This week’s Torah reading begins: “These are the names [of the people] who were coming into Egypt.” The commentaries ask: Why are the names of the Jews mentioned again? They were already mentioned in Parshas Vayigash, which was read two weeks ago.

The commentaries answer: G‑d cherishes the Jewish people. Therefore like a rich man who continually counts his money, G‑d continually brings the Jewish people to mind.

There is, however, a more personal dimension to this concept. This week’s Torah chronicles the events that happened to the Jewish people after they had been living in Egypt, beginning more than 100 years after they had entered that country. Nevertheless, the verse indicates that, despite having lived there for so long, they were still “coming into Egypt.” To them, it was a foreign land, not their natural habitat. They had been born in Egypt; their parents had been born in Egypt, but it was not their home. It was exile; home was Eretz Yisrael and they were still in the process of “coming to Egypt.”

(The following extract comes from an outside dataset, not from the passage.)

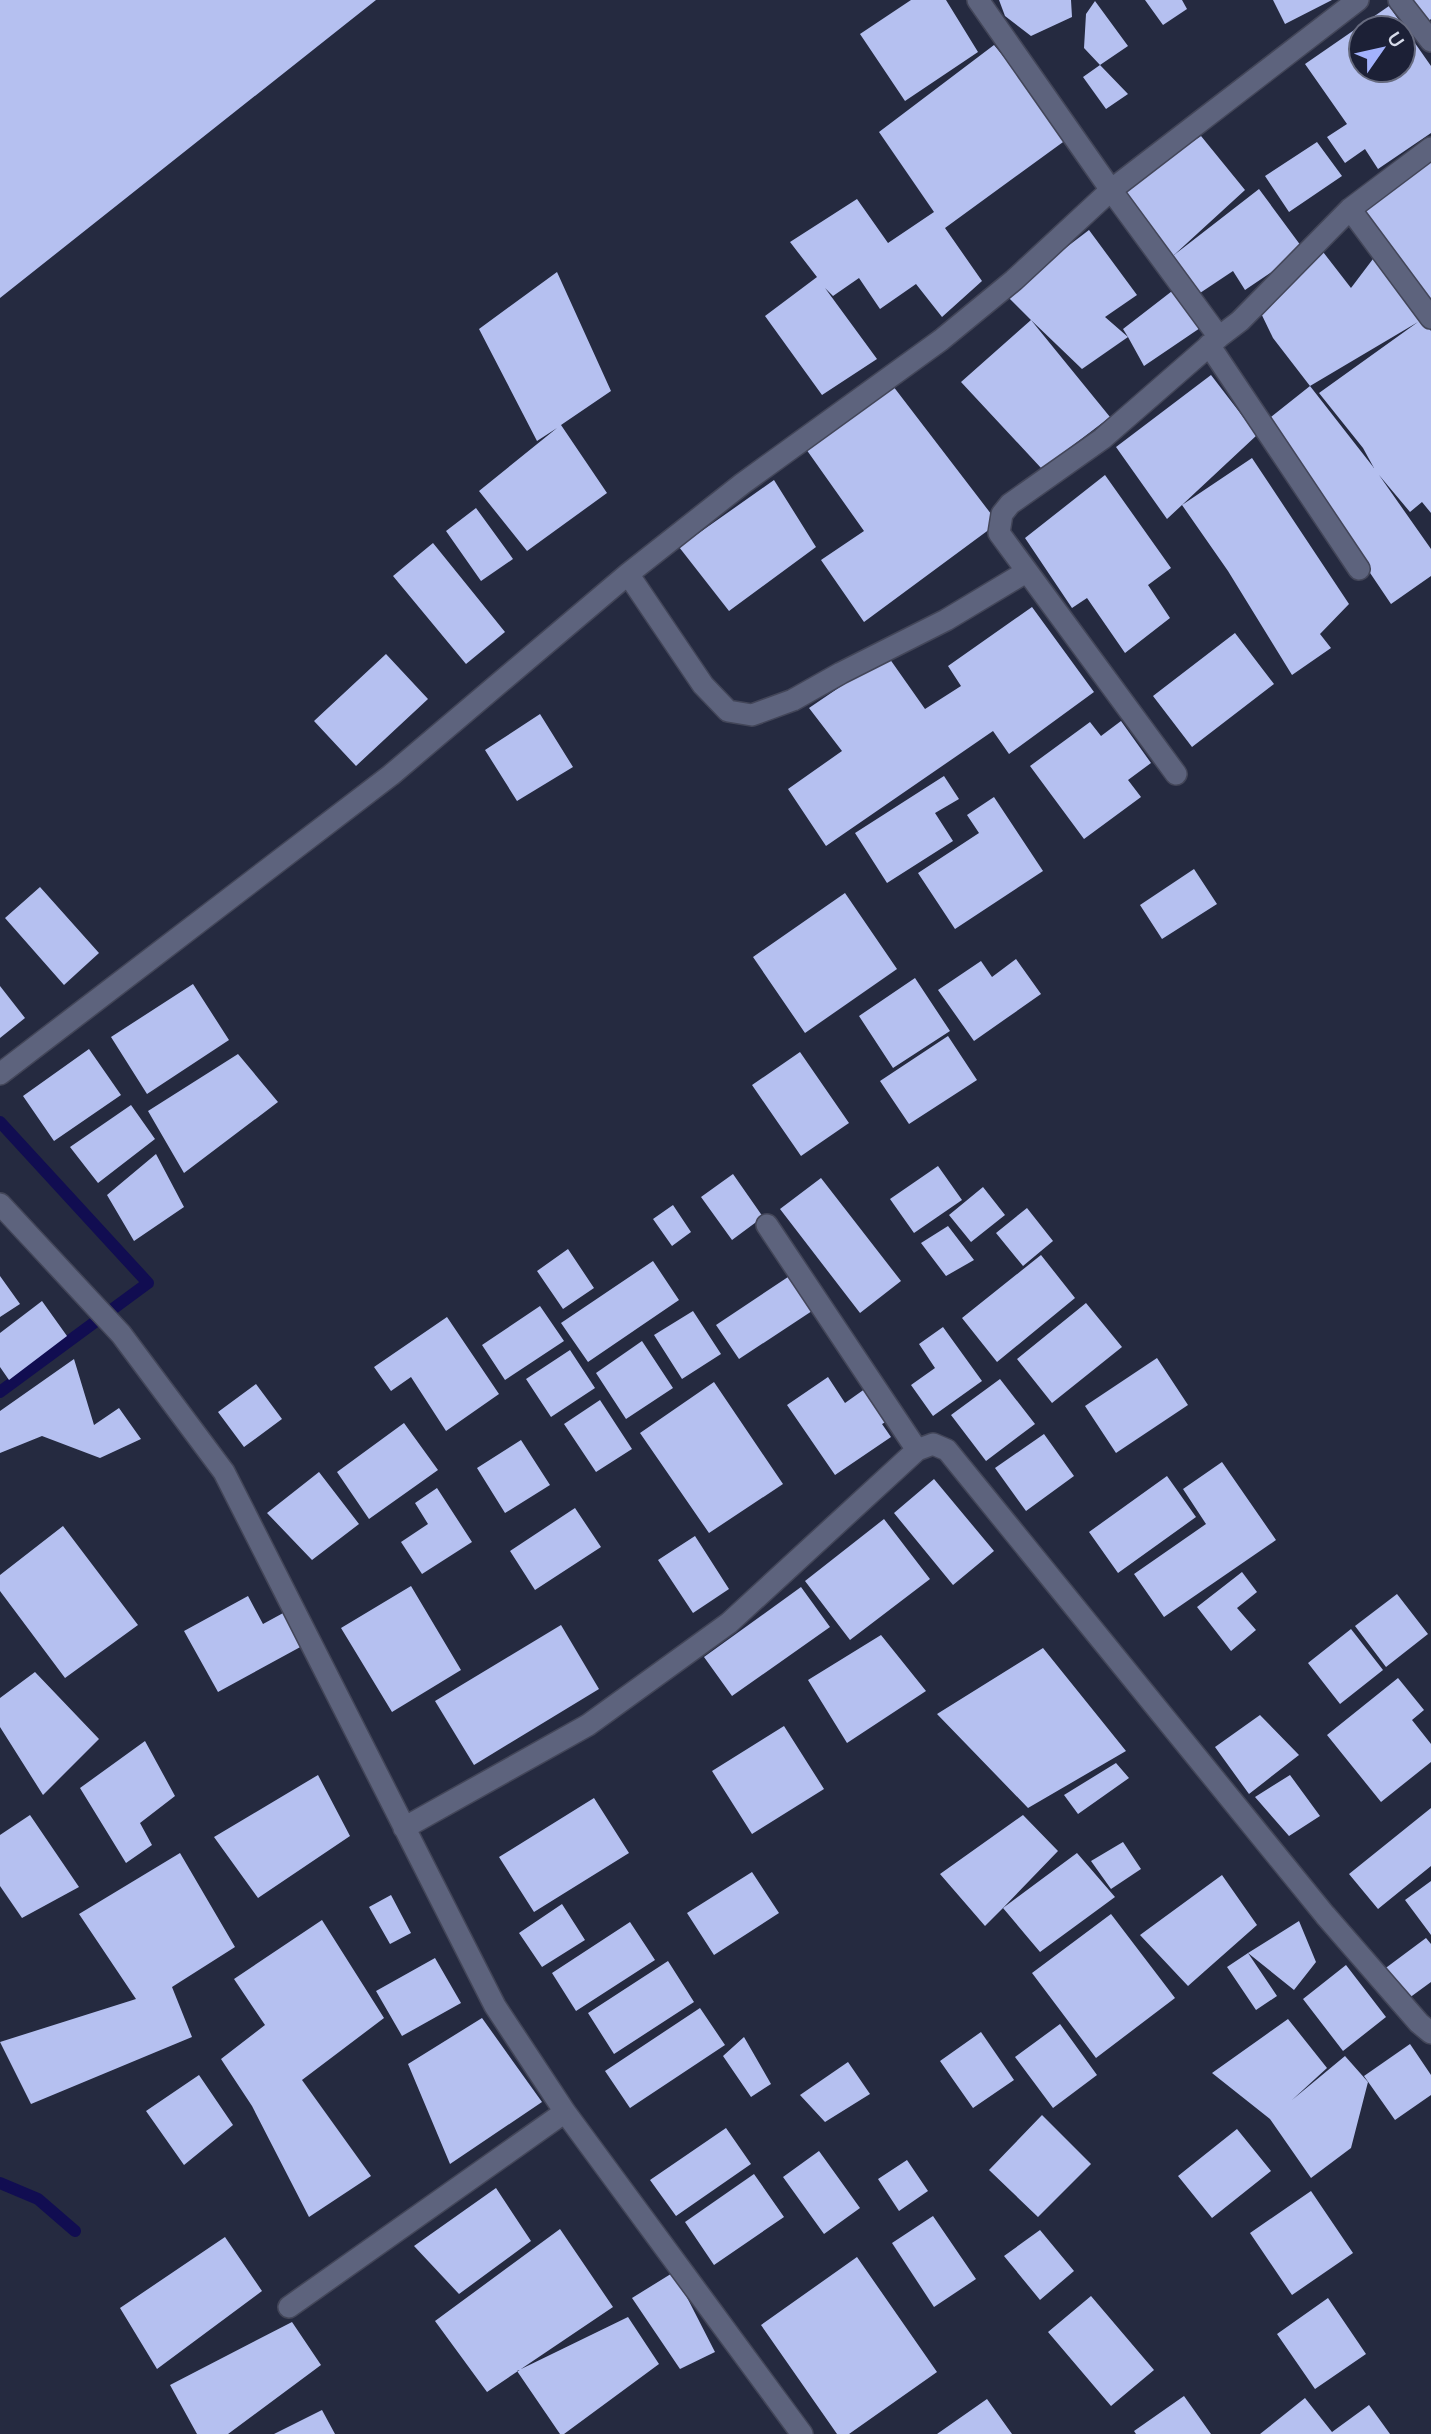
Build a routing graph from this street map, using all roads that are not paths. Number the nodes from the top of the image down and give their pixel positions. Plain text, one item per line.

What’s the difference between Egypt and Eretz Yisrael? In the Biblical era, the societies were primary agricultural, so when the Torah wants to contrast the two countries, it points to their water supply, stating: “The land to which you are coming to possess is not like the land of Egypt… where you plant your seed and water it by foot. Instead,… it is a land of hills and valleys. From the rain of heaven, it derives its water.” In other words, in Egypt, the water came from the Nile. In Eretz Yisrael, there are no large rivers. Instead, the water supply is almost entirely dependent on rain.

When the supply of water comes from a river, no G‑dly influence is apparent and the natural order seemed to control the water supply. In Eretz Yisrael, by contrast, “the eyes of all must look upward” to “the One Who holds the key to rain.” It is clearly apparent that toil and till and try as we may, the success of our crops depends on G‑d’s blessings. In this way, the land itself educates us to trust in G‑d, to see ourselves as in His hand and His providence as controlling our lives.

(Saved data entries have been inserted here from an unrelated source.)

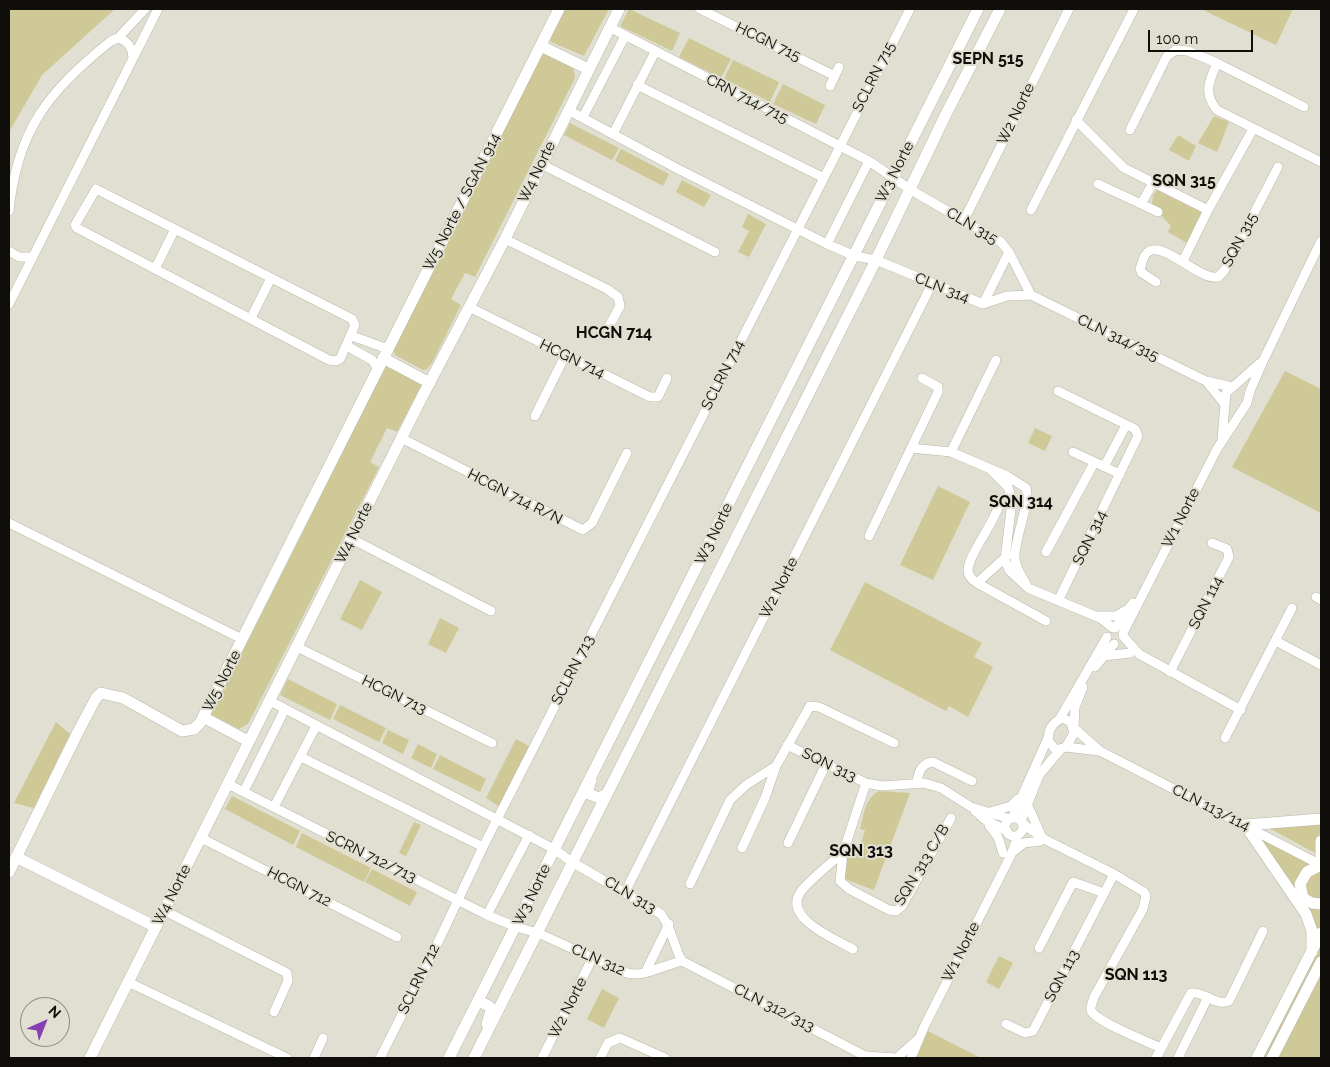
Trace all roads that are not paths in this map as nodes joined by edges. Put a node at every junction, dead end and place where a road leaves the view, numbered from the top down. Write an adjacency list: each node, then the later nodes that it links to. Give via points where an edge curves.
1 (145, 9): 13 (street)
2 (158, 9): 16 (street)
3 (559, 9): 14 (main road, W5 Norte / SGAN 914)
4 (619, 9): 11 (main road, W4 Norte)
5 (700, 9): 20 (street, HCGN 715)
6 (910, 9): 33 (street, SCLRN 715)
7 (978, 9): 21 (main road, W3 Norte)
8 (1000, 9): 26 (main road, W3 Norte)
9 (1069, 9): 49 (street, W2 Norte)
10 (1134, 9): 29 (street)
11 (609, 27): 12 (street, CRN 714/715); 19 (main road, W4 Norte)
12 (625, 36): 15 (street, CRN 714/715); 28 (street)
13 (118, 38): 16 (street, via 128,45); 47 (street, via 73,72 43,107 20,156)
14 (540, 46): 19 (main road); 80 (main road, W5 Norte / SGAN 914)
15 (655, 52): 22 (street); 33 (street, CRN 714/715)
16 (133, 57): 59 (street)
17 (1217, 63): 24 (street); 30 (street, via 1207,91 1210,102 1217,110); 31 (street, via 1188,51 1176,50 1167,56)
18 (839, 67): 20 (street)
19 (588, 69): 25 (main road, W4 Norte)
20 (835, 76): 23 (street)
21 (940, 82): 26 (main road, via 934,108); 27 (main road, W3 Norte)
22 (638, 85): 32 (street); 39 (street)
23 (830, 86)
24 (1304, 106)
25 (568, 110): 28 (street); 37 (main road, W4 Norte)
26 (946, 114): 34 (main road, W3 Norte)
27 (924, 116): 34 (main road, via 936,126); 40 (main road, W3 Norte)
28 (583, 117): 32 (street)
29 (1076, 120): 41 (street, via 1124,168); 45 (street)
30 (1254, 129): 36 (street); 46 (street)
31 (1130, 130)
32 (613, 134): 50 (street)
33 (840, 145): 35 (street, CRN 714/715); 39 (street)
34 (928, 155): 43 (main road, W3 Norte)
35 (870, 161): 40 (street, CRN 714/715); 54 (street)
36 (1321, 162)
37 (541, 164): 52 (main road, W4 Norte); 56 (street)
38 (1278, 167): 61 (street, SQN 315, via 1221,274 1216,278 1208,277)
39 (822, 177): 50 (street)
40 (894, 177): 43 (street, CLN 315); 58 (main road, W3 Norte)
41 (1153, 183): 44 (street); 46 (street)
42 (1098, 184): 44 (street)
43 (910, 190): 49 (street, CLN 315); 60 (main road, W3 Norte)
44 (1141, 204): 48 (street)
45 (1031, 210)
46 (1208, 210): 61 (street)
47 (9, 211)
48 (1158, 212)
49 (964, 220): 57 (street, CLN 315, via 1001,242)
50 (797, 229): 54 (street); 108 (street, SCLRN 714)
51 (175, 230): 62 (street); 62 (street, via 97,189 93,190 76,227); 63 (street)
52 (505, 239): 70 (main road, W4 Norte); 74 (street, via 618,297 620,306)
53 (1321, 241): 81 (street)
54 (827, 244): 58 (street)
55 (9, 251): 59 (street, via 19,257)
56 (715, 252)
57 (1009, 252): 66 (street, CLN 315); 69 (street)
58 (855, 256): 60 (street, CLN 314); 67 (main road, W3 Norte)
59 (32, 257): 68 (street)
60 (876, 260): 65 (street, CLN 314); 73 (main road, W3 Norte)
61 (1183, 262): 64 (street, SQN 315, via 1150,250 1140,269)
62 (155, 269): 71 (street)
63 (271, 278): 71 (street); 75 (street, via 352,319 355,325)
64 (1156, 282)
65 (932, 284): 69 (street, CLN 314); 190 (street, W2 Norte)
66 (1031, 295): 69 (street, CLN 314, via 1007,296); 86 (street, CLN 314/315)
67 (831, 300): 72 (main road, W3 Norte); 73 (main road, via 828,315)
68 (9, 304)
69 (983, 304)
70 (469, 307): 78 (street, HCGN 714); 87 (main road, W4 Norte)
71 (251, 318): 77 (street, via 332,361 340,359)
72 (819, 325): 83 (main road, via 830,332); 154 (main road, W3 Norte)
73 (843, 325): 83 (main road, W3 Norte)
74 (606, 332)
75 (352, 336): 76 (street); 77 (street)
76 (374, 345): 79 (street); 80 (street)
77 (347, 346): 79 (street)
78 (565, 356): 84 (street, HCGN 714, via 650,396 658,396); 93 (street)
79 (368, 357): 80 (street)
80 (383, 359): 87 (main road); 130 (main road, W5 Norte)
81 (1264, 359): 88 (street); 89 (street)
82 (996, 360): 98 (street)
83 (822, 365): 163 (main road, W3 Norte)
84 (667, 378)
85 (922, 378): 97 (street, via 938,387 938,392)
86 (1206, 381): 88 (street, CLN 314/315); 91 (street, CLN 314/315)
87 (430, 383): 95 (main road, W4 Norte)
88 (1235, 385): 89 (street, via 1247,386); 91 (street, via 1226,393)
89 (1250, 391): 92 (street)
90 (1058, 392): 94 (street)
91 (1224, 404): 92 (street, via 1232,413); 96 (street, W1 Norte)
92 (1242, 409): 96 (street, W1 Norte)
93 (535, 416)
94 (1126, 425): 102 (street); 104 (street, SQN 314, via 1138,436)
95 (401, 438): 100 (street, HCGN 714 R/N, via 577,528 586,529 592,523); 112 (main road, W4 Norte)
96 (1222, 439): 122 (street, W1 Norte)
97 (911, 448): 98 (street); 111 (street)
98 (951, 452): 103 (street)
99 (1073, 452): 101 (street)
100 (626, 453)
101 (1094, 463): 102 (street); 115 (street, SQN 314)
102 (1104, 467): 104 (street)
103 (990, 468): 105 (street); 106 (street)
104 (1120, 474): 123 (street, SQN 314)
105 (1016, 481): 106 (street); 110 (street, via 1026,488 1028,496)
106 (1008, 487): 110 (street)
107 (1000, 502): 120 (street, via 969,566 969,576)
108 (649, 522): 168 (street, SCLRN 713)
109 (9, 523): 130 (street)
110 (1013, 535): 114 (street); 116 (street)
111 (869, 536)
112 (352, 538): 126 (street); 133 (main road, W4 Norte)
113 (1212, 543): 137 (street, SQN 114, via 1228,549 1230,557)
114 (1015, 552): 116 (street); 117 (street)
115 (1046, 552)
116 (1005, 555): 118 (street); 119 (street)
117 (1016, 563): 118 (street); 121 (street)
118 (1006, 566): 119 (street); 121 (street)
119 (992, 569): 120 (street)
120 (977, 583): 128 (street)
121 (1028, 588): 123 (street)
122 (1140, 596): 124 (street, W1 Norte); 129 (street, W1 Norte)
123 (1058, 601): 127 (street)
124 (1130, 607): 127 (street, via 1116,616); 129 (street, W1 Norte)
125 (1292, 608): 131 (street)
126 (491, 611)
127 (1091, 614): 129 (street)
128 (1046, 621)
129 (1115, 632): 132 (street); 132 (street); 134 (street); 142 (street, W1 Norte)
130 (242, 640): 141 (main road, W5 Norte)
131 (1276, 641): 136 (street); 140 (street)
132 (1116, 644): 134 (street); 135 (street)
133 (297, 647): 138 (main road, W4 Norte); 149 (street, HCGN 713)
134 (1134, 653): 135 (street); 137 (street)
135 (1104, 656): 144 (street, via 1082,689 1073,715)
136 (1321, 665)
137 (1170, 672): 140 (street)
138 (270, 702): 139 (street); 147 (main road, W4 Norte)
139 (285, 709): 143 (street); 161 (street)
140 (1241, 710): 146 (street)
141 (203, 717): 147 (main road); 184 (main road, W5 Norte, via 194,729 182,731 123,698 101,693 78,732)
142 (1059, 720): 144 (street, via 1067,719); 145 (street, via 1053,725)
143 (316, 726): 153 (street); 168 (street)
144 (1074, 727): 151 (street, via 1072,739); 152 (street, CLN 113/114)
145 (1048, 738): 151 (street, via 1052,747); 162 (street)
146 (1225, 738)
147 (248, 741): 160 (main road, W4 Norte)
148 (894, 742): 150 (street, via 814,705 807,708)
149 (492, 743)
150 (787, 745): 155 (street, SQN 313); 156 (street, SQN 313)
151 (1063, 748): 152 (street, CLN 113/114); 164 (street, via 1039,775)
152 (1100, 751): 171 (street, CLN 113/114)
153 (301, 757): 165 (street); 179 (street)
154 (598, 762): 163 (main road, via 588,790 595,797); 181 (main road, W3 Norte)
155 (826, 764): 158 (street, SQN 313); 178 (street)
156 (776, 766): 180 (street, SQN 313); 189 (street, via 746,785 730,800)
157 (972, 782): 159 (street, via 933,762 921,768)
158 (866, 783): 159 (street, SQN 313, via 882,786); 182 (street, SQN 313)
159 (917, 783): 166 (street, SQN 313, via 941,788)
160 (228, 784): 161 (street, SCRN 712/713); 175 (main road, W4 Norte)
161 (244, 791): 165 (street, SCRN 712/713)
162 (1025, 791): 166 (street, via 1011,806); 170 (street)
163 (605, 795): 185 (main road, W3 Norte)
164 (1028, 806): 170 (street); 176 (street)
165 (274, 807): 192 (street, SCRN 712/713)
166 (986, 816): 170 (street, SQN 313); 172 (street, SQN 313); 183 (street)
167 (951, 818): 182 (street, SQN 313 C/B, via 902,906 896,911 843,885 839,873)
168 (498, 819): 174 (street); 179 (street, SCLRN 713)
169 (1321, 820): 171 (main road)
170 (1016, 821): 172 (street, W1 Norte, via 1006,823); 173 (street, W1 Norte); 176 (street)
171 (1245, 825): 186 (street, CLN 113/114); 205 (main road, via 1306,914 1312,931)
172 (1007, 832): 173 (street, SQN 313); 183 (street, W1 Norte)
173 (1019, 834): 176 (street); 183 (street, W1 Norte)
174 (529, 835): 181 (street); 195 (street)
175 (201, 838): 194 (main road, W4 Norte); 202 (street, HCGN 712)
176 (1043, 839): 183 (street, via 1024,843); 188 (street)
177 (1321, 841): 186 (main road)
178 (788, 843)
179 (482, 847): 192 (street, SCLRN 712)
180 (742, 848)
181 (554, 849): 185 (street, CLN 313); 198 (main road, W3 Norte)
182 (843, 853): 204 (street, via 801,891 796,904 807,922)
183 (1007, 854): 215 (street, W1 Norte, via 1004,867)
184 (16, 858): 187 (main road, W5 Norte); 197 (main road)
185 (572, 862): 190 (street, CLN 313); 200 (main road, W3 Norte)
186 (1321, 865): 193 (main road, via 1307,872 1300,888 1303,898)
187 (9, 872)
188 (1114, 874): 191 (street, SQN 113); 218 (street, via 1144,892 1146,902 1094,997 1091,1010 1113,1026)
189 (690, 884)
190 (625, 892): 196 (street, CLN 313, via 661,914)
191 (1104, 893): 203 (street, via 1073,882); 214 (street, SQN 113, via 1033,1031 1025,1033)
192 (457, 900): 195 (street, SCRN 712/713); 223 (street, SCLRN 712)
193 (1321, 904)
194 (165, 911): 197 (main road, W4 Norte); 213 (street, via 287,973 288,981)
195 (487, 915): 198 (street, SCRN 712/713)
196 (669, 924): 207 (street, CLN 313); 209 (street)
197 (156, 927): 210 (main road, W4 Norte)
198 (516, 928): 200 (street, CLN 312); 212 (main road, W3 Norte)
199 (1263, 932): 211 (street, via 1229,1001 1221,1003)
200 (538, 933): 206 (street, CLN 312); 217 (main road, W3 Norte)
201 (1321, 933): 205 (main road)
202 (397, 938)
203 (1039, 948)
204 (853, 949)
205 (1312, 952): 233 (main road)
206 (593, 957): 209 (street, CLN 312, via 631,974); 226 (street, W2 Norte)
207 (682, 961): 209 (street, CLN 312); 219 (street, CLN 312/313)
208 (1321, 962): 234 (main road)
209 (645, 973)
210 (128, 982): 220 (main road, W4 Norte); 221 (street)
211 (1208, 997): 218 (street, via 1191,993); 232 (street)
212 (478, 1001): 217 (main road, via 491,1010); 224 (main road, W3 Norte)
213 (274, 1012)
214 (1006, 1024)
215 (920, 1037): 229 (street, W1 Norte); 230 (street, W1 Norte)
216 (323, 1038): 222 (street)
217 (483, 1040): 225 (main road, W3 Norte)
218 (1161, 1048): 231 (street)
219 (867, 1057): 229 (street, CLN 312/313)
220 (90, 1058)
221 (287, 1058)
222 (314, 1058)
223 (380, 1058)
224 (449, 1058)
225 (474, 1058)
226 (542, 1058)
227 (600, 1058): 228 (street, via 608,1043 620,1038)
228 (666, 1058)
229 (898, 1058)
230 (911, 1058)
231 (1156, 1058)
232 (1178, 1058)
233 (1257, 1058)
234 (1272, 1058)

In chassidic thought, it is explained that Egypt is not only a geographical location but also a state of mind. In fact the Hebrew name for Egypt, Mitzrayim, is almost identical to the word meitzarim, which means straits or limitations. Because Eretz Yisrael taught the Jews to continually look up to G‑d, they never could feel at home in Egypt. The concept of life being governed by the natural routine was inherently foreign. Hence — as stated above — even after living in Egypt for an extended period, the place was new to them.

When viewed in that light, the exodus was an inevitable occurrence. Yes, it took years and, at a certain point, even the Jewish people’s faith was somewhat weakened. But since the Jews, as individuals and as a people, were continually looking to G‑d, ultimately, it was to be anticipated that G‑d would turn to them and redeem them.

Looking to the Horizon

Our Sages relate that, at the time of the revelation of the Burning Bush, when G‑d asked Moses to redeem the Jewish people, he demurred, responding: “Send by the hand of him whom You will send.” Our Sages explain that Moses was asking G‑d to redeem the Jewish people, not only from Egypt, but for all time. Therefore he desired that he not be the redeemer, but instead that G‑d should send the Mashiach, Israel’s ultimate redeemer.

Why didn’t G‑d do so? Because the redemption is not merely a reward for the Jewish people, but a reflection of the fact that the entire world has reached its desired state. For that to happen, as evident from our people’s subsequent history, it would be necessary for the Jews to be exiled again and to participate in the cultures of the countries in which they lived. But, as in the original exile in Egypt, the intent is that they would remain conscious of their identity and aware of their bond with G‑d. That awareness would enable them to inspire the people among whom they would live with spiritual awareness and in that way create a foretaste of the era of redemption.